Only a number is expected here: the count of lines in this data where "above" occurs.

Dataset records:
****

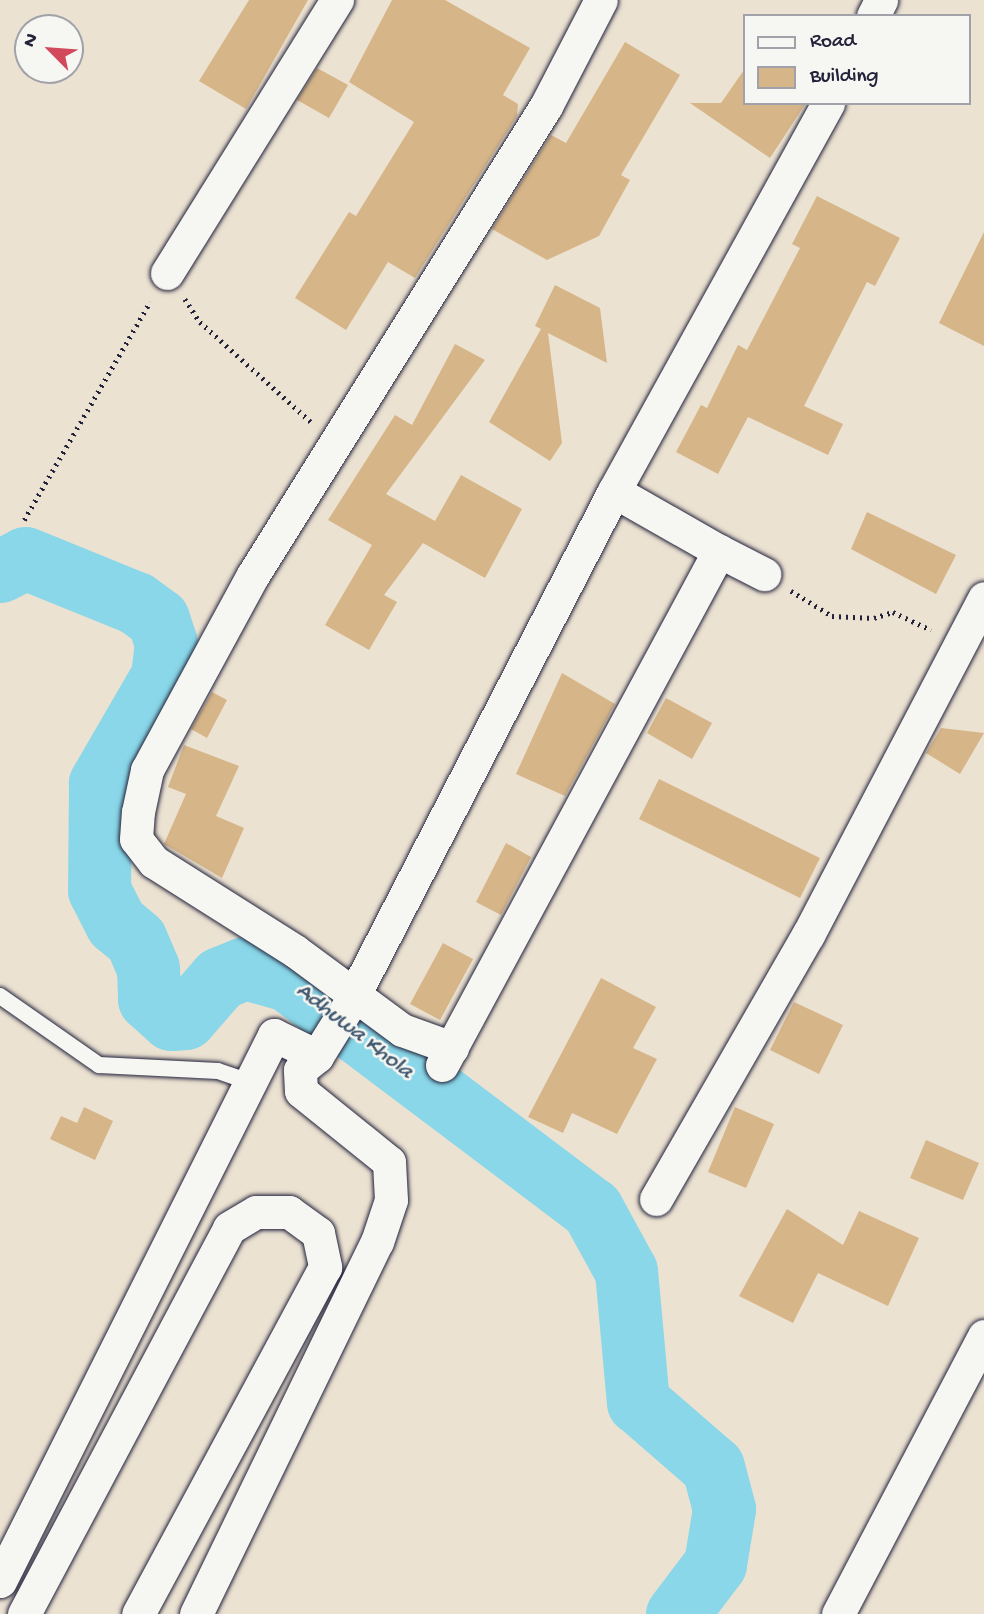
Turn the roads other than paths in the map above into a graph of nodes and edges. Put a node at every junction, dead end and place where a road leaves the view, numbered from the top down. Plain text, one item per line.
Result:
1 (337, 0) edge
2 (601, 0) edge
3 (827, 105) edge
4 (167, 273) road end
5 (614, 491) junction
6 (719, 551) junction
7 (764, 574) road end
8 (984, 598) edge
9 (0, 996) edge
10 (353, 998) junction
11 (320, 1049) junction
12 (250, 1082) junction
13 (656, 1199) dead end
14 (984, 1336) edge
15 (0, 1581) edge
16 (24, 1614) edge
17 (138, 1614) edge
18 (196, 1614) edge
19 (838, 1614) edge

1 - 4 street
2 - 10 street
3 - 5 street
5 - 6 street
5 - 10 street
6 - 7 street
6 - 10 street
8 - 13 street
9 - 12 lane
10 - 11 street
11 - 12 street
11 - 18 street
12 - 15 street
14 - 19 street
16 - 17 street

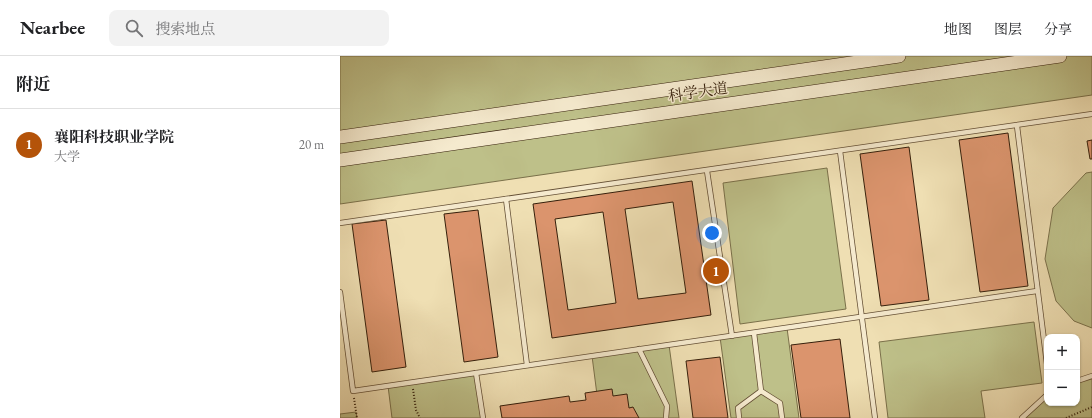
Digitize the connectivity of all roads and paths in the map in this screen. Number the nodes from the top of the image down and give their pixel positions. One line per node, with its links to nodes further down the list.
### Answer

****

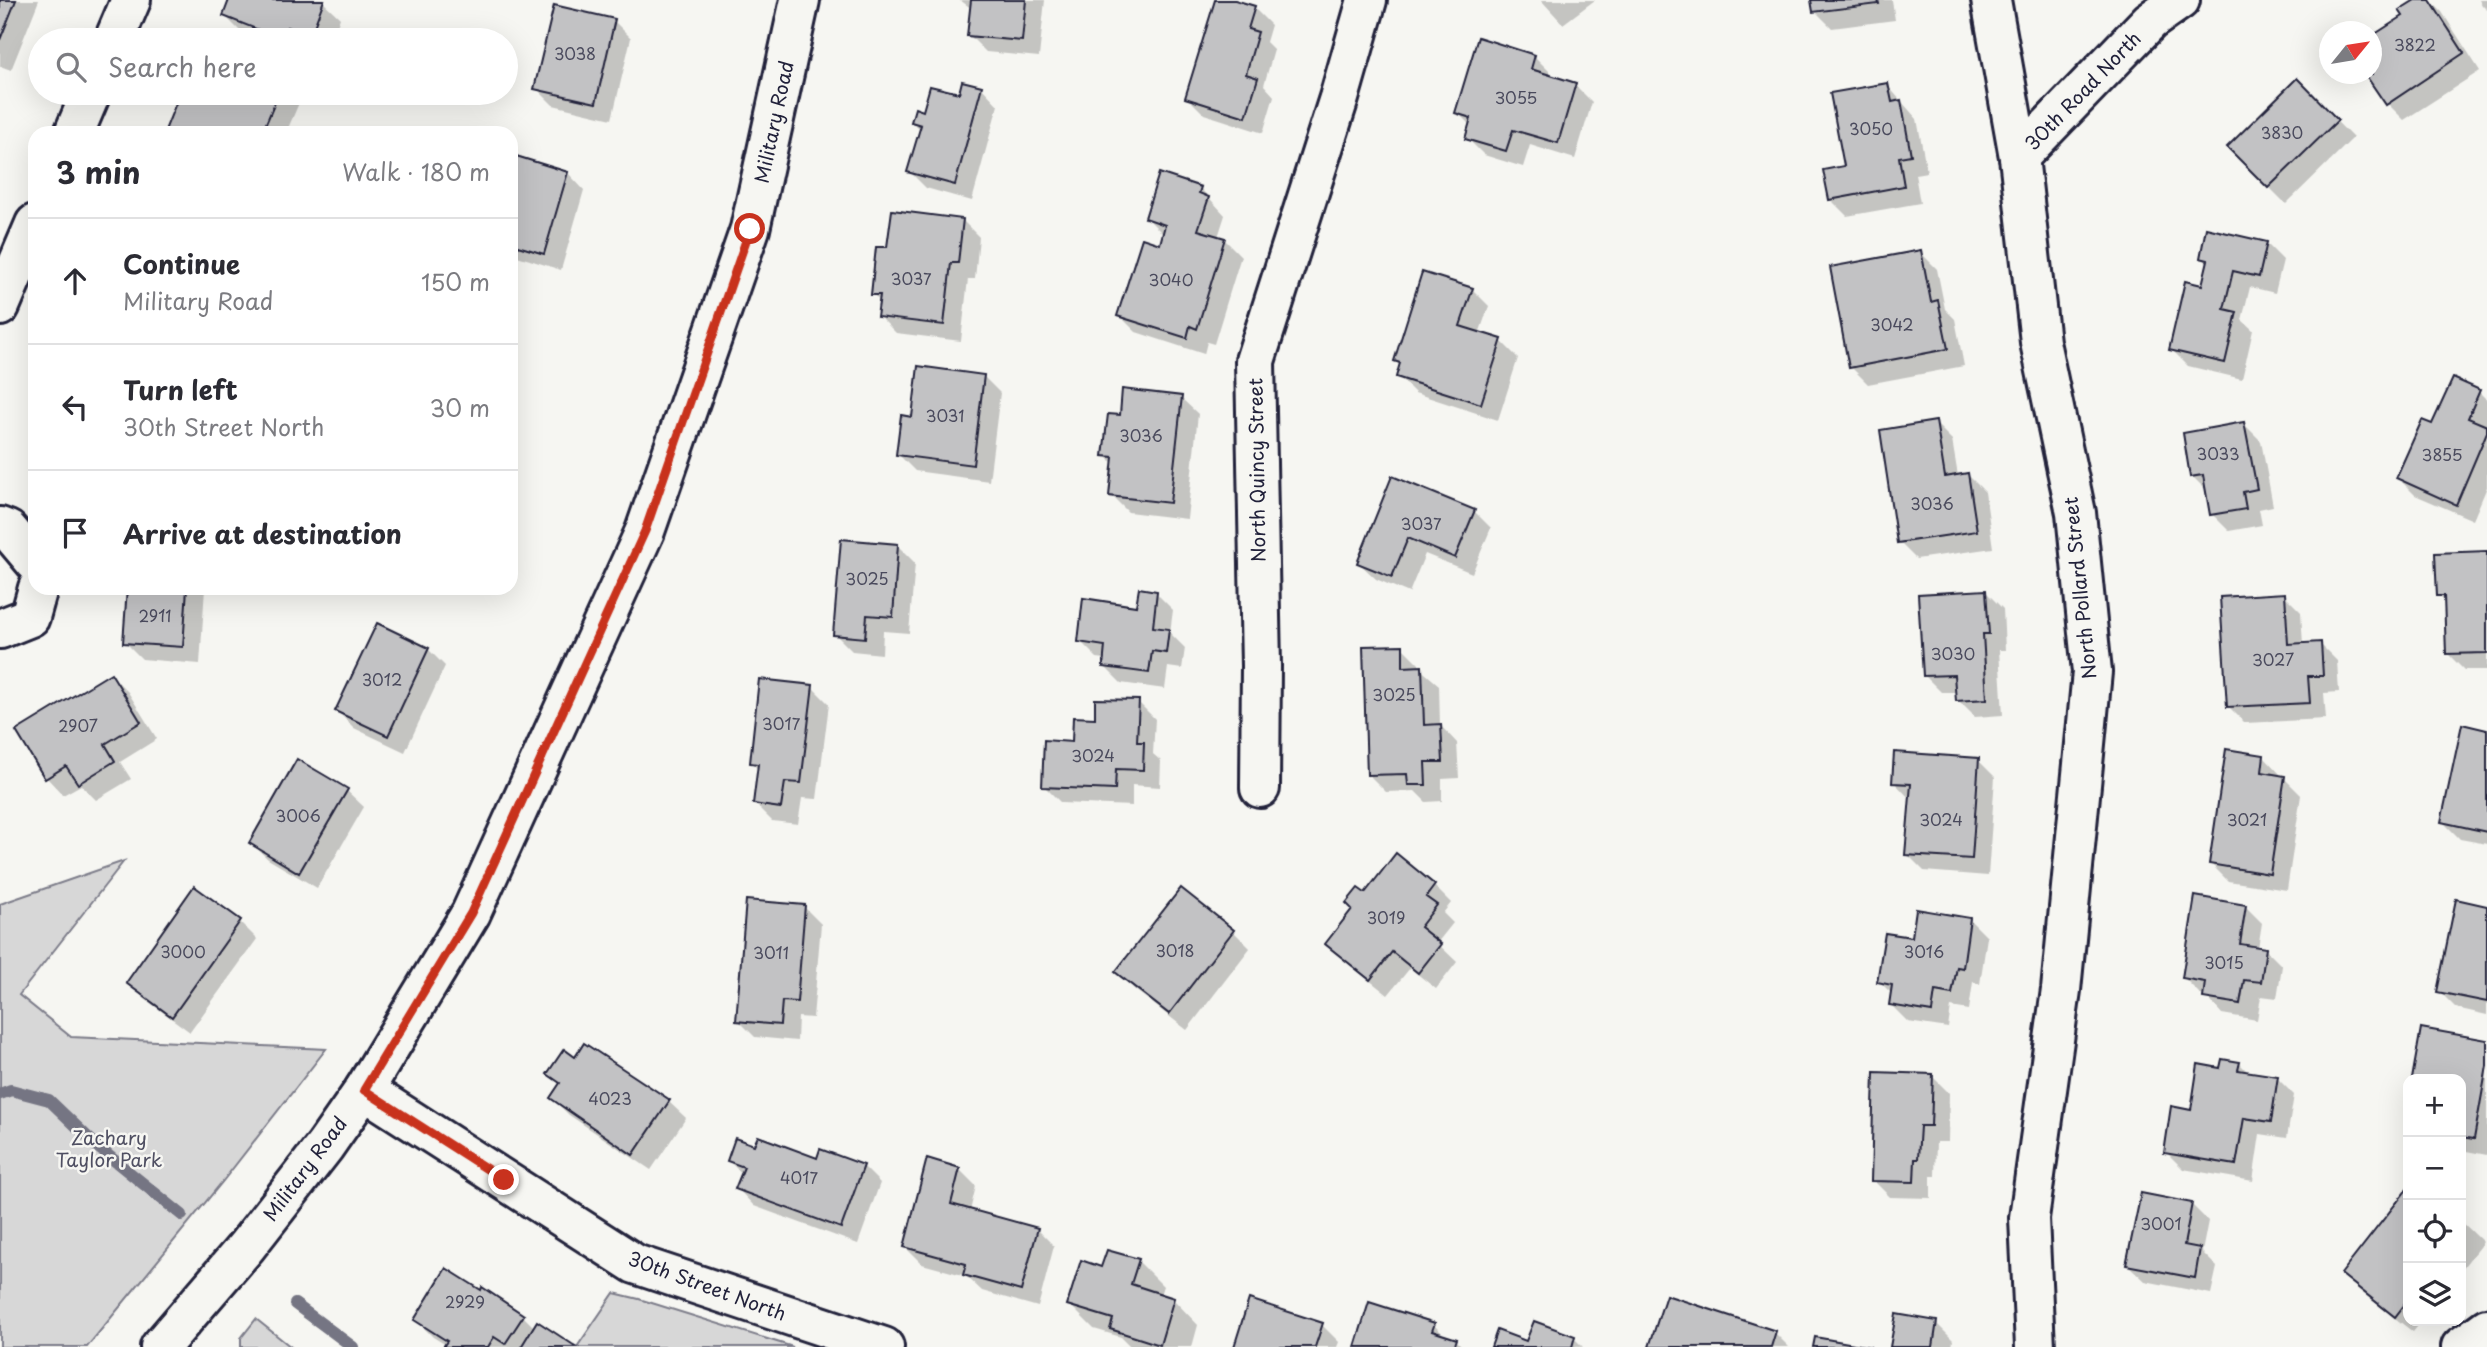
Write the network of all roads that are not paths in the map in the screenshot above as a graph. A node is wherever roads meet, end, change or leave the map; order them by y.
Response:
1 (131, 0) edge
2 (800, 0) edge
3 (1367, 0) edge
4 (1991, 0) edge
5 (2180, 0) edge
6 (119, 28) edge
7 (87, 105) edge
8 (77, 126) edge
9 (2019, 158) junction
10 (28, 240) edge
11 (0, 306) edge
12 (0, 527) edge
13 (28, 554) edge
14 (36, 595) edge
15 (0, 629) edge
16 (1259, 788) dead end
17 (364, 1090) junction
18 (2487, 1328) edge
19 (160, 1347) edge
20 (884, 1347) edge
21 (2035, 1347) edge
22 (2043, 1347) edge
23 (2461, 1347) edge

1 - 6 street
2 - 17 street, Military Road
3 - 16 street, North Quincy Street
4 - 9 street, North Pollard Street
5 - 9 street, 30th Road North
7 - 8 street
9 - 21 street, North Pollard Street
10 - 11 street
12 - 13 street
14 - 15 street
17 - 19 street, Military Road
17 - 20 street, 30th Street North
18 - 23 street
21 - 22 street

****

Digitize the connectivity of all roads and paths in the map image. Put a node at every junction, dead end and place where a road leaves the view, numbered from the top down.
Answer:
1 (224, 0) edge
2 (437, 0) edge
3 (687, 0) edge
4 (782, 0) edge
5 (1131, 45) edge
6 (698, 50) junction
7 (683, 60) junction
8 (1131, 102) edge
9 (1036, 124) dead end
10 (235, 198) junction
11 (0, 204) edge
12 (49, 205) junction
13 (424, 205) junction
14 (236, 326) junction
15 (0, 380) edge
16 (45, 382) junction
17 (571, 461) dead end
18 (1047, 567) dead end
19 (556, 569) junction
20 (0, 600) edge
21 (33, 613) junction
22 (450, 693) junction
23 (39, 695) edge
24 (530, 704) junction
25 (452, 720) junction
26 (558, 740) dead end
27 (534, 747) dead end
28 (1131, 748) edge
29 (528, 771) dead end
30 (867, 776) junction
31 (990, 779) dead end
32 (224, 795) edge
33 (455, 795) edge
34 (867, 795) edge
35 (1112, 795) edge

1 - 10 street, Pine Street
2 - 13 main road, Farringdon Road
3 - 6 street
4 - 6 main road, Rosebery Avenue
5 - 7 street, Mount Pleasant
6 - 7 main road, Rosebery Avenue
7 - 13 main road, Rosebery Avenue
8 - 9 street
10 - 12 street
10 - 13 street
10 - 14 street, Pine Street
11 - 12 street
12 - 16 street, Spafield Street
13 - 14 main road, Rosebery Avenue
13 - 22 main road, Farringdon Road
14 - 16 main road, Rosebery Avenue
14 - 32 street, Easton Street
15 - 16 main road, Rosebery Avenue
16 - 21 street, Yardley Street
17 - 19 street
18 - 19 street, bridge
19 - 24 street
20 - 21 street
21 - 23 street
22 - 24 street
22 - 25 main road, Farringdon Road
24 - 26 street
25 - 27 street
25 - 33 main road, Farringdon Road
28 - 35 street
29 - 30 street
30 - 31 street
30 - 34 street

****

▶ Your solution
2